History can and should inform design principles, Lewis says. Change, of course, is inevitable. Jeff O’Neill, Pennsylvania Hospital’s senior director of facilities, says he’s currently looking to fit a “COVID Heroes Garden” into one corner of the grounds as a way to honor the work of healthcare workers during the pandemic while respecting the integrity of the existing gardens.

“The landscape is very important to us,” Peeples says. “And as we’ve dug more into this, you see again and again how important having this green space right here has been over the years.”

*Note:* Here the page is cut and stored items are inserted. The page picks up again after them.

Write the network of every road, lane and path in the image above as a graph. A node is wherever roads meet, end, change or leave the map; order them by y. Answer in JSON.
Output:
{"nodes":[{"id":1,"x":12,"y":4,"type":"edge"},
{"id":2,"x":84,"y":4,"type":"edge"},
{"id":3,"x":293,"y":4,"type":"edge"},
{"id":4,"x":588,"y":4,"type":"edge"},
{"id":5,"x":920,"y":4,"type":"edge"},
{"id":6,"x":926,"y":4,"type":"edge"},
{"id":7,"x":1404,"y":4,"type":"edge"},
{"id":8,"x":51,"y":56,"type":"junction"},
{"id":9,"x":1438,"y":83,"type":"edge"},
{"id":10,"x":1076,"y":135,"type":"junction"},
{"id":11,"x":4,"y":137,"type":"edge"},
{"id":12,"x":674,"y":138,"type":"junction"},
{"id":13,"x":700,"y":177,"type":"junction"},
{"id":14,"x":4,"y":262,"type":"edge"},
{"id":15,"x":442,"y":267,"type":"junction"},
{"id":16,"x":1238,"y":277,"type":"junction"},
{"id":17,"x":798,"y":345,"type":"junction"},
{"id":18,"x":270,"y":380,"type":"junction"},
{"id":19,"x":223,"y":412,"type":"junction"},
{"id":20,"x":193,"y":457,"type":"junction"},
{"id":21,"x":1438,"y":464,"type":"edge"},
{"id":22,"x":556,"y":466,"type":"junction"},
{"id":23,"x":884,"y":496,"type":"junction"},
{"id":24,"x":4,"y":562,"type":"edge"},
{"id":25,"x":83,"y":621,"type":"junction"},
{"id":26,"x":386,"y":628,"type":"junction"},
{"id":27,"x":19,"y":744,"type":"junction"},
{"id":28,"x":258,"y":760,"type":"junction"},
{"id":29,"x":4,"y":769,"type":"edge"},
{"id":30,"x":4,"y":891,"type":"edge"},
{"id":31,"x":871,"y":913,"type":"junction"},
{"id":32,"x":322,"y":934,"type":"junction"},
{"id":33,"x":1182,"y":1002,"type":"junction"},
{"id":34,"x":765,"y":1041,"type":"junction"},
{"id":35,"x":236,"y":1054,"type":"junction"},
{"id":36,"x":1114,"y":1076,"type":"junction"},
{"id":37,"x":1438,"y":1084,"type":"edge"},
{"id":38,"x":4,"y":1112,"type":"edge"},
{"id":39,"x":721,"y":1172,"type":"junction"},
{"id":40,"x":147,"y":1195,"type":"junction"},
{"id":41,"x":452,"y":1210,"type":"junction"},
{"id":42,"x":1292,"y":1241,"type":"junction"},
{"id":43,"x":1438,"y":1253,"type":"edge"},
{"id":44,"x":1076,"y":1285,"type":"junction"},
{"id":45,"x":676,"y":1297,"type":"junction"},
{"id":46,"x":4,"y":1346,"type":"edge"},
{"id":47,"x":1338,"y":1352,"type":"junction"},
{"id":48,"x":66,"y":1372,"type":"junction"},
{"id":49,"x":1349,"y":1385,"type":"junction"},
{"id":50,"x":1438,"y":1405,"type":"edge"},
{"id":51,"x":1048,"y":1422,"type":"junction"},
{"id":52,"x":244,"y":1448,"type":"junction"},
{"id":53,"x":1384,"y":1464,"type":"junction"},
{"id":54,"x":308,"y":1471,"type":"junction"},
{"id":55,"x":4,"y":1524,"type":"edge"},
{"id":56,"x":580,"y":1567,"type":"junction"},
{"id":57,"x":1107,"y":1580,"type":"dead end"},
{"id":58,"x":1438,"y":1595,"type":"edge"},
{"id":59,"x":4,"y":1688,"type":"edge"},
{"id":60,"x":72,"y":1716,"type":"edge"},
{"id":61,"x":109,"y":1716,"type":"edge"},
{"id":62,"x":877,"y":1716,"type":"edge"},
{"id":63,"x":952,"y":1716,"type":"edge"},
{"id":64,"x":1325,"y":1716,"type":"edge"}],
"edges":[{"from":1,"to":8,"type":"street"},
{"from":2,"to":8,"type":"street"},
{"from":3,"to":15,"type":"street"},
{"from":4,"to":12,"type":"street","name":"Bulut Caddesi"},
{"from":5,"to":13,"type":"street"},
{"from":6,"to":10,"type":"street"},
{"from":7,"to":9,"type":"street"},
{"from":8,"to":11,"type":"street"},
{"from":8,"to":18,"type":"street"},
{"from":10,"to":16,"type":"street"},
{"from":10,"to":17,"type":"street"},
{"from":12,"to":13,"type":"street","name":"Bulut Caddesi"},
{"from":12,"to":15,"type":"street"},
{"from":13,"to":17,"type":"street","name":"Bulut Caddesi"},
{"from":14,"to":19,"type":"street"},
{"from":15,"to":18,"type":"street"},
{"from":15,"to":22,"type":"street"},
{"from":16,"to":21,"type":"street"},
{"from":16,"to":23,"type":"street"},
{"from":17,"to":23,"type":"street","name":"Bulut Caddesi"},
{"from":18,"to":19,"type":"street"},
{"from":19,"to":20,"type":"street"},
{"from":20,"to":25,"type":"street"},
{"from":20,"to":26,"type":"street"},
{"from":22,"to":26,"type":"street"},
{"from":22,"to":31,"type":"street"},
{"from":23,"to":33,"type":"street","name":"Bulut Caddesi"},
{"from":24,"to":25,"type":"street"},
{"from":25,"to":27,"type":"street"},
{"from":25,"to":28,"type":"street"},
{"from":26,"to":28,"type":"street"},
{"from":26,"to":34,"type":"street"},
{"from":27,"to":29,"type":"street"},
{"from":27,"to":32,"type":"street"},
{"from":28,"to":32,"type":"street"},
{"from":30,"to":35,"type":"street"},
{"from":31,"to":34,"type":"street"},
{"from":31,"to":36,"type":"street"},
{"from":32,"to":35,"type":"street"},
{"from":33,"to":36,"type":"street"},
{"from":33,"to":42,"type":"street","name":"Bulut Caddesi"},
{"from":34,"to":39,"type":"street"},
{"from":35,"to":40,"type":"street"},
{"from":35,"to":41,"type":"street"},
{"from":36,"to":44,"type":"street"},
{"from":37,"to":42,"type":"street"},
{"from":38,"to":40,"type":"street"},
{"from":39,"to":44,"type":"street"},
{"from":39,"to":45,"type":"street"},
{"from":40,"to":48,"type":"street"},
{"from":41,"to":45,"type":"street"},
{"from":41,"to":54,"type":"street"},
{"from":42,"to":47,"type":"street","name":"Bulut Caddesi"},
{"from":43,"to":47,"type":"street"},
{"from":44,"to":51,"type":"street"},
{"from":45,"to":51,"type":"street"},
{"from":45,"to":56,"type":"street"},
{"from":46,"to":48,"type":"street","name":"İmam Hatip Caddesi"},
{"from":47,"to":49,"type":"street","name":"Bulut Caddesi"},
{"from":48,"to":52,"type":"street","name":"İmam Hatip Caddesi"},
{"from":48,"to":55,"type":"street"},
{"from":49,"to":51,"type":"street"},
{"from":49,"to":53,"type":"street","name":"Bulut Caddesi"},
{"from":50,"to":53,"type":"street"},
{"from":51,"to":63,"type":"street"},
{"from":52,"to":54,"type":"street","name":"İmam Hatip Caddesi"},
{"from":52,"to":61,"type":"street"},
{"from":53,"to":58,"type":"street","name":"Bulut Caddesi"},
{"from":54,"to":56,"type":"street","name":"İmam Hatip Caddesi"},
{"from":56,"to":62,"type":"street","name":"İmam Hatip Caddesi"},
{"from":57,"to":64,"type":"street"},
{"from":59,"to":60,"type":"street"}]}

The Weitzman team is currently conducting stakeholder surveys to learn more about what people value in the property. It is also drawing on the expertise of Aaron Wunsch, associate professor in the Graduate Program in Historic Preservation and Department of City and Regional Planning, Nicholas Pevzner, an assistant professor of landscape architecture, and Michael Henry, an adjunct professor in the Graduation Program in Historic Preservation, all of whom are serving as consultants. And it is working to develop the recommendations that will make up the Conservation Management Plan.

That document will help guide decisions about future development and landscape changes, and it will also help the hospital fund capital improvements to its historic spaces, Peeples says. One of the realities of being both a working hospital and an architectural artifact is that the operating budget is focused on patient care. So it will be necessary to conduct fundraising specifically to maintain and improve the historic aspects of the building, and find new ways to invite the public to understand the hospital’s legacy. The Conservation Management Plan will be the roadmap for those decisions.

Peeples says that the generations of Hospital stewards who came before her succeeded at keeping the focus on caring for patients while protecting a historic asset for posterity.

“We don’t want to be the people who let something go awry,” she says. “My office is in the section of the Hospital that was built in 1755. And we want to make it possible for people to use this space in 200 years.”

Peeples will be joined by Fong and Herr-Cardillo in a virtual talk about their recent discoveries about the Hospital on Saturday, May 15, as part of Alumni Weekend at Penn. The event is free to all with advance registration.